One of the collaborative sites now calls these employees CARE assistants, an acronym for Caring Alternative to a Restraint-free Environment. The group has predicted that calling them something different will inspire these people to “do more caring and less sitting,” says Dr. Saint. After a HELPS session, Dr. Saint submitted this idea to the key decision makers at the VA. “I could have tried by myself to resolve this dilemma for years and not come up with that idea,” he says. “Why not just take what they’ve done and modify it to suit your own environment?”
Weighty Problem: Heparin Dosing
One hospital in the consortium conducted a project on medication safety that focused on appropriate use of heparin in hospitalized patients. When the site’s hospitalists began studying the problems they were having, they realized that the weights they were using for dosing decisions were being generated in the emergency department (ED). Studying it further, they saw that, most of the time, those patients weren’t actually being weighed; nurses were simply estimating their weights. Having traced the problem to the ED, they were then able to intervene, fix the problem, and show that by doing so their rates of bleeding complications from inappropriate dosing of anticoagulants improved.
At his own institution, Dr. Flanders was participating in a group committee meeting discussing this problem. Consequently, “I was able to ask, ‘Have we looked at weights [being assessed] in the emergency department?’ Everyone involved with that project said, ‘No, why?’ And, sure enough, a similar problem existed.”
Care Transitions and Multidisciplinary Rounding
One member-team of the consortium was able to come up with a multidisciplinary team that met and rounded on patients each day and focused on the care transitions. They were able to dramatically improve staff communication, the overall discharge process, and patient satisfaction. As a result of what he learned of their successes, Dr. Flanders’ institution plans to use a similar strategy to enhance communication among healthcare providers involved in the discharge process on their hospitalist unit.

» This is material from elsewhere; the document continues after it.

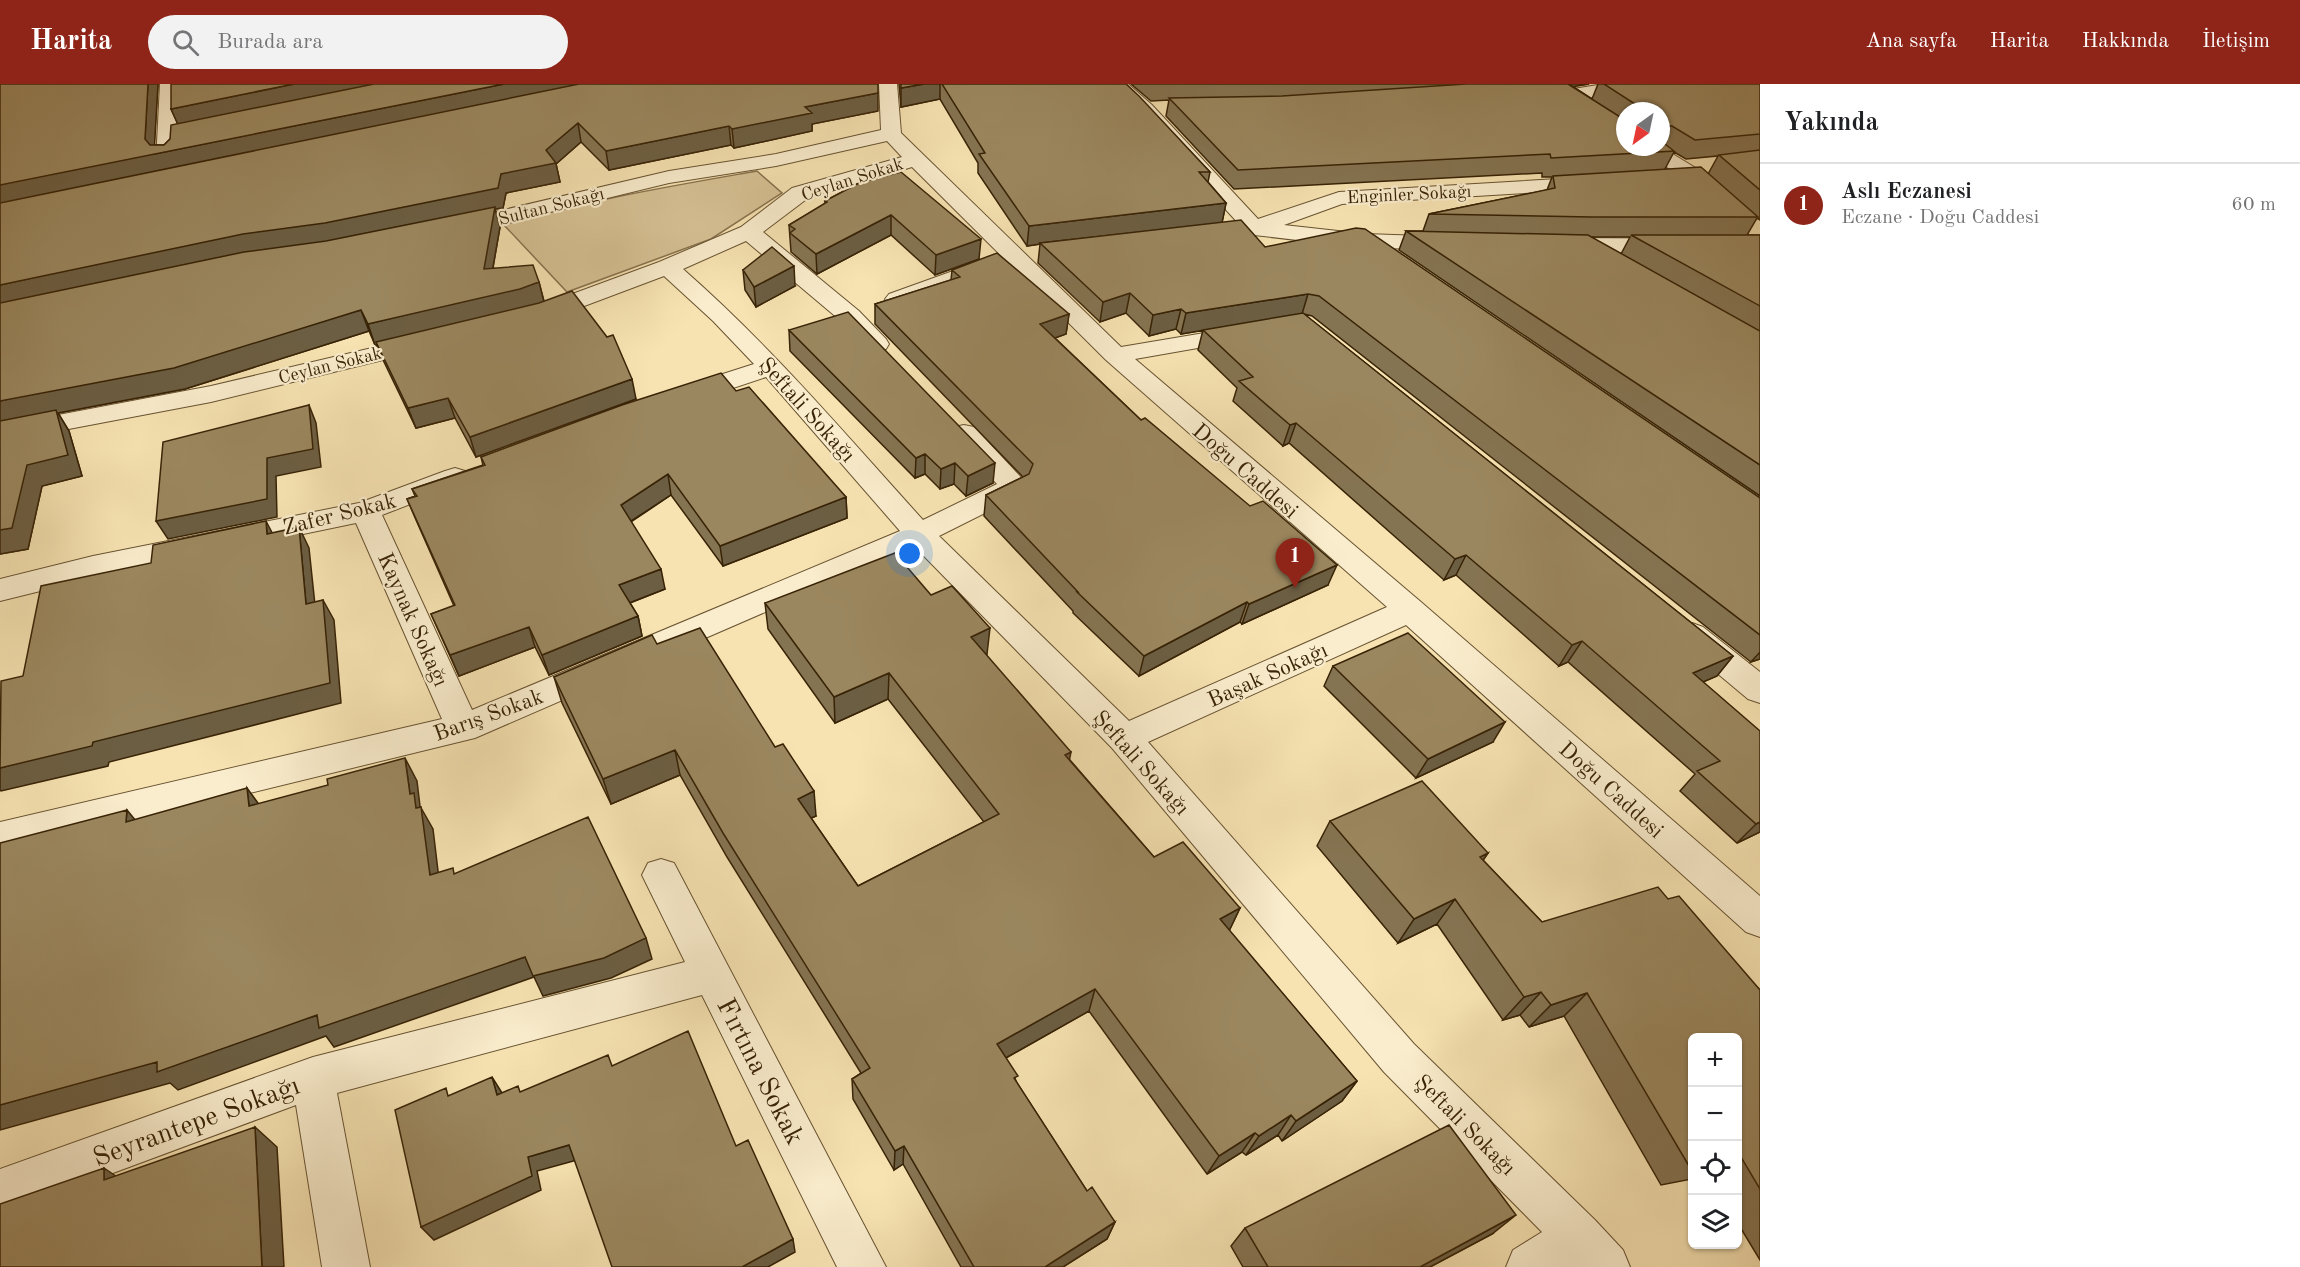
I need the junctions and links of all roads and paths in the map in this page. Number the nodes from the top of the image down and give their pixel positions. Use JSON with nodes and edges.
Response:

Rapid Response Teams and Input from Residents
“It’s very helpful to hear, from another site, the challenges and benefits of having hospitalists involved with the rapid response teams,” says Dr. Saint. “How did they operationalize it? What were the remaining challenges? What outcome measures did they use? How do you assess whether it’s worth the cost? What do residents think about this?
This last point turned out to be a valuable question to ask. The group included some residents at the site where this project was piloted and had a fruitful discussion. Adding the perspective of residents along with faculty, says Dr. Saint, as well as a couple of nurses and quality care managers, allows a synergy and combination of ideas that led to effective solutions. “Those are exactly the individuals who need to be around a table to overcome some of the challenges.” They have also considered inviting nursing students. “Before they get inculcated in thinking a certain way,” he says, “why not hear what they have to say?”
Dr. Saint believes, however, that this is not a step to be taken lightly. If you are going to include people, “then you have to act on their suggestions or at least hear them out and say why you’re not going to take their suggestions because a good way to get people to become jaded is to listen to their feedback and then just ignore it.”